- [Problem statement]
Look through the entries for the line containing "Trace the main". Then output that line and every line after it, exactly, to the end.

--- Data for this exercise ---

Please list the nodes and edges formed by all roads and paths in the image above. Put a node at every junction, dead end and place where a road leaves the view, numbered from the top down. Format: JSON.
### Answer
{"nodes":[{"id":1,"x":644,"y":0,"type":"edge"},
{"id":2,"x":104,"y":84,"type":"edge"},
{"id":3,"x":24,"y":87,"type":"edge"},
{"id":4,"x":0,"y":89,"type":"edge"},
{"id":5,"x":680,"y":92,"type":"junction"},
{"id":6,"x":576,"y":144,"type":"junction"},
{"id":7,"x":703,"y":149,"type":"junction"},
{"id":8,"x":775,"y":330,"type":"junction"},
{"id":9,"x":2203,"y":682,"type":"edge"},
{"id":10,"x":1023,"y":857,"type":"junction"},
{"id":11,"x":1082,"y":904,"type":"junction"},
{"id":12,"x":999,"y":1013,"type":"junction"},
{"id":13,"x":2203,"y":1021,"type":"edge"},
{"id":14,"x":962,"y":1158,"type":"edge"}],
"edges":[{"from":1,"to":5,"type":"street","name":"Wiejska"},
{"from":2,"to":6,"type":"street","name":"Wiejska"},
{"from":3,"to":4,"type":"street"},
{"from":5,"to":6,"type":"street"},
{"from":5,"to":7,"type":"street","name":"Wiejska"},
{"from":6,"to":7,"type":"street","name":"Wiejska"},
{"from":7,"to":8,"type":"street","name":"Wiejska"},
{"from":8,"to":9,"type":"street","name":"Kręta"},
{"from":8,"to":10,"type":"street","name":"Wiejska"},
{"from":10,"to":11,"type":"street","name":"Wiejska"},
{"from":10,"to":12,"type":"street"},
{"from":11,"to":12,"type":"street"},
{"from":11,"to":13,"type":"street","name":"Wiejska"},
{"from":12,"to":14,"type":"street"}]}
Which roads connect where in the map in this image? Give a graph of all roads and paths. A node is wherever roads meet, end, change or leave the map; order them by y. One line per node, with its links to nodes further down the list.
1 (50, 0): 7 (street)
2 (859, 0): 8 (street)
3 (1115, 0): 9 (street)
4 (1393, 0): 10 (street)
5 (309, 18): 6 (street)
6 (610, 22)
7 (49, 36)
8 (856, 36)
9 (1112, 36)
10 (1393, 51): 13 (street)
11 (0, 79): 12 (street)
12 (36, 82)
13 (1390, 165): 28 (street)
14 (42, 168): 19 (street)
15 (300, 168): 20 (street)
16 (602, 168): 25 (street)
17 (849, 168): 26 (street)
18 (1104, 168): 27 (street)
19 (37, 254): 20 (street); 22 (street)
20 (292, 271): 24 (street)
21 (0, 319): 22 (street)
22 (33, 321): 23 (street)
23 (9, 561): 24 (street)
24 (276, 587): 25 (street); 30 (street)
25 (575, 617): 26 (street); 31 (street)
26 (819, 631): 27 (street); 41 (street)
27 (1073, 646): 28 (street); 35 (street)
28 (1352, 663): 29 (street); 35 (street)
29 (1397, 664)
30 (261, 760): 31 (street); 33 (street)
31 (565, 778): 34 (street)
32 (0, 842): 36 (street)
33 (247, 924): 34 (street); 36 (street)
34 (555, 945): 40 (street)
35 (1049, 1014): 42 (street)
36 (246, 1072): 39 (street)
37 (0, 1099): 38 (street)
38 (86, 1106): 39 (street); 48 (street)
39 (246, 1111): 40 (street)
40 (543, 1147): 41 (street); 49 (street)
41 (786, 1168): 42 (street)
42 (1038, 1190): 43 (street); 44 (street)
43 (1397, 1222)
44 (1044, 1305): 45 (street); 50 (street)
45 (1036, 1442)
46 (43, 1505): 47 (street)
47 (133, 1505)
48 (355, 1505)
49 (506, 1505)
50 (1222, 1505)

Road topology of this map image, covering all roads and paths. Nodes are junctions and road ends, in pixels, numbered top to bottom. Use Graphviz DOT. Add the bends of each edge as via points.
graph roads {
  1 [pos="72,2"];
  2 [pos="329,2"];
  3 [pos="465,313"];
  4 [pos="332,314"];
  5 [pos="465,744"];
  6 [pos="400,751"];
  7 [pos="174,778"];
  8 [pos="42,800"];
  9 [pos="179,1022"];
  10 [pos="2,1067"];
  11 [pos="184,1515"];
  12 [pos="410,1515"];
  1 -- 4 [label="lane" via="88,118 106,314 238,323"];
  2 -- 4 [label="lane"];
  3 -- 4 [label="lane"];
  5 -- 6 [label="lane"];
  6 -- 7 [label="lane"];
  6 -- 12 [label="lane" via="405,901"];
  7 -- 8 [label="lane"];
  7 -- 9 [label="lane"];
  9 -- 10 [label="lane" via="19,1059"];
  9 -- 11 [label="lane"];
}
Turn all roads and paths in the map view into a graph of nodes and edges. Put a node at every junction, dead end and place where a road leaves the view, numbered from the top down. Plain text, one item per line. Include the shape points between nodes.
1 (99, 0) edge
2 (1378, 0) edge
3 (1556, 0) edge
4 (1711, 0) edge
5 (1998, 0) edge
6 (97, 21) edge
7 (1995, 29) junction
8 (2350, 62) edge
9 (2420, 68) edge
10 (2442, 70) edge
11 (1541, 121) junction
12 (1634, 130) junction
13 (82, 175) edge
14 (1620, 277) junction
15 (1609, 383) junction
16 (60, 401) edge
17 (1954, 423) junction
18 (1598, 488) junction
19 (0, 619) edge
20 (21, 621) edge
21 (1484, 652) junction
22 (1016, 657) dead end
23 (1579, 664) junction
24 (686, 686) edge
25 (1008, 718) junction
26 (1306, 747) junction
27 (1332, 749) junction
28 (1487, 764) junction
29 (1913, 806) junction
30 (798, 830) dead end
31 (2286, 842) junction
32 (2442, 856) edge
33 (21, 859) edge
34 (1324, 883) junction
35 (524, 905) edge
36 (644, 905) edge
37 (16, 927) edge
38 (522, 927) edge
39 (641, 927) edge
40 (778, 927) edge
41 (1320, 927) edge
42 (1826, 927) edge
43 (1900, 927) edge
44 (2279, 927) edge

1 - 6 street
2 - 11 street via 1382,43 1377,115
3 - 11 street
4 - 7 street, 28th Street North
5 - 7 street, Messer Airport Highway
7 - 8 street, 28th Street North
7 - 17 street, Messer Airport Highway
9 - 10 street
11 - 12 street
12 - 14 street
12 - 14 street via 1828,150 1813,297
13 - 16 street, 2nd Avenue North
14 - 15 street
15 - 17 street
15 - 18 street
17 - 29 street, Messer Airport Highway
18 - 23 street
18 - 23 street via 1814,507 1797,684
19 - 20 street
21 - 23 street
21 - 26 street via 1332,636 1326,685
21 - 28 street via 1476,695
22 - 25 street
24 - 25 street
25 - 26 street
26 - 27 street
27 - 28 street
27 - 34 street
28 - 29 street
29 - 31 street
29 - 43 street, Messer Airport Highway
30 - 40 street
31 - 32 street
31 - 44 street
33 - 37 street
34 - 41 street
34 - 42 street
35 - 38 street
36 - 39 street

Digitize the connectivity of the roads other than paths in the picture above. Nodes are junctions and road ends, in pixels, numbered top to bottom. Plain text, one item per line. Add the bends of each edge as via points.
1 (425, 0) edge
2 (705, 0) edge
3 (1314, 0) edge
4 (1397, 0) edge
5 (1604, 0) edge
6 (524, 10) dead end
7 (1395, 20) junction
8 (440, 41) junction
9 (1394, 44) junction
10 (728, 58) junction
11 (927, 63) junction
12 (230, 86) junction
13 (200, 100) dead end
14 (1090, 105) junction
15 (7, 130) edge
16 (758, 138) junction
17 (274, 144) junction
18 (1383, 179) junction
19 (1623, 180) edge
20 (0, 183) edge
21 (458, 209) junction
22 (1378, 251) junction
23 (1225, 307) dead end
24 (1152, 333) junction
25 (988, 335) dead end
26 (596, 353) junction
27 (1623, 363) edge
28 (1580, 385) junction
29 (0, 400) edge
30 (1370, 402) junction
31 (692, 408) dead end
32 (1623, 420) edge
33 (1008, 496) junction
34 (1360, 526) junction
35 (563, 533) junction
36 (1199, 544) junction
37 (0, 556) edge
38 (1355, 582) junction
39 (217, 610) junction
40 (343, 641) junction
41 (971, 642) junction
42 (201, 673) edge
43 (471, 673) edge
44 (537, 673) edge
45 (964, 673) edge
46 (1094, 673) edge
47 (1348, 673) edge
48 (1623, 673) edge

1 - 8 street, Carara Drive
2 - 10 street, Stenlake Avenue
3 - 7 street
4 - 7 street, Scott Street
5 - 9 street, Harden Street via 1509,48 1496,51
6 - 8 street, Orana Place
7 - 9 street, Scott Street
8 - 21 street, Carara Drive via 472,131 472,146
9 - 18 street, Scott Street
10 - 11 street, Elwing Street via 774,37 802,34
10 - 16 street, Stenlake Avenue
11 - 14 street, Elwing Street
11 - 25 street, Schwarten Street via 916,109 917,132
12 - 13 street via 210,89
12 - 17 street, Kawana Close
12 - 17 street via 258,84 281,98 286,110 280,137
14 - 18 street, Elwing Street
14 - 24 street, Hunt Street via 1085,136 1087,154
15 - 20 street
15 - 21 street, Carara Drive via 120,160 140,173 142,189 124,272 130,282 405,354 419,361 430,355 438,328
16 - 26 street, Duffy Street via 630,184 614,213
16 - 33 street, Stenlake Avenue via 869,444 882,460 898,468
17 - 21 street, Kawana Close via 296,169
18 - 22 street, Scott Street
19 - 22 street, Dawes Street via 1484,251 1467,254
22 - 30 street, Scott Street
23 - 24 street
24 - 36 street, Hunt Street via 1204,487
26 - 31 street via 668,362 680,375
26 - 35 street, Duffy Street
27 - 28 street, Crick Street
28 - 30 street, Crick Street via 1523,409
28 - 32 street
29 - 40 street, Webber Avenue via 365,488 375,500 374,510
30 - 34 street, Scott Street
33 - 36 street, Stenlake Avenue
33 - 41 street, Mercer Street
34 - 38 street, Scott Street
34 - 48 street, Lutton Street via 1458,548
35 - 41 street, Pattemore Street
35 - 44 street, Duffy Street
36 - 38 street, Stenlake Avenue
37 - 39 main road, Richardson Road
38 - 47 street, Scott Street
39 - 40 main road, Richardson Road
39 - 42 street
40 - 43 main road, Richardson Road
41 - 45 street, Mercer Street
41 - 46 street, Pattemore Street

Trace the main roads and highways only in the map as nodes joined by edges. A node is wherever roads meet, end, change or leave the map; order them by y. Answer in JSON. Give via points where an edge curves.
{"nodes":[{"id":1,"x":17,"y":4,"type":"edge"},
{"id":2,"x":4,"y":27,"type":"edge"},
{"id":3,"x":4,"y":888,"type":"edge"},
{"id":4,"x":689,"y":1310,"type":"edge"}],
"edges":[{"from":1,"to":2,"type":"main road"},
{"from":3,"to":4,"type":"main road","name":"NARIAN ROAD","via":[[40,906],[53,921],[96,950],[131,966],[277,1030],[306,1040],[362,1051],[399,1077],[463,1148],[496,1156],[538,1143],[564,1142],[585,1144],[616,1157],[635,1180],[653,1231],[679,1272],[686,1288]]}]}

---

- [The answer]
Trace the main roads and highways only in the map as nodes joined by edges. A node is wherever roads meet, end, change or leave the map; order them by y. Answer in JSON. Give via points where an edge curves.
{"nodes":[{"id":1,"x":17,"y":4,"type":"edge"},
{"id":2,"x":4,"y":27,"type":"edge"},
{"id":3,"x":4,"y":888,"type":"edge"},
{"id":4,"x":689,"y":1310,"type":"edge"}],
"edges":[{"from":1,"to":2,"type":"main road"},
{"from":3,"to":4,"type":"main road","name":"NARIAN ROAD","via":[[40,906],[53,921],[96,950],[131,966],[277,1030],[306,1040],[362,1051],[399,1077],[463,1148],[496,1156],[538,1143],[564,1142],[585,1144],[616,1157],[635,1180],[653,1231],[679,1272],[686,1288]]}]}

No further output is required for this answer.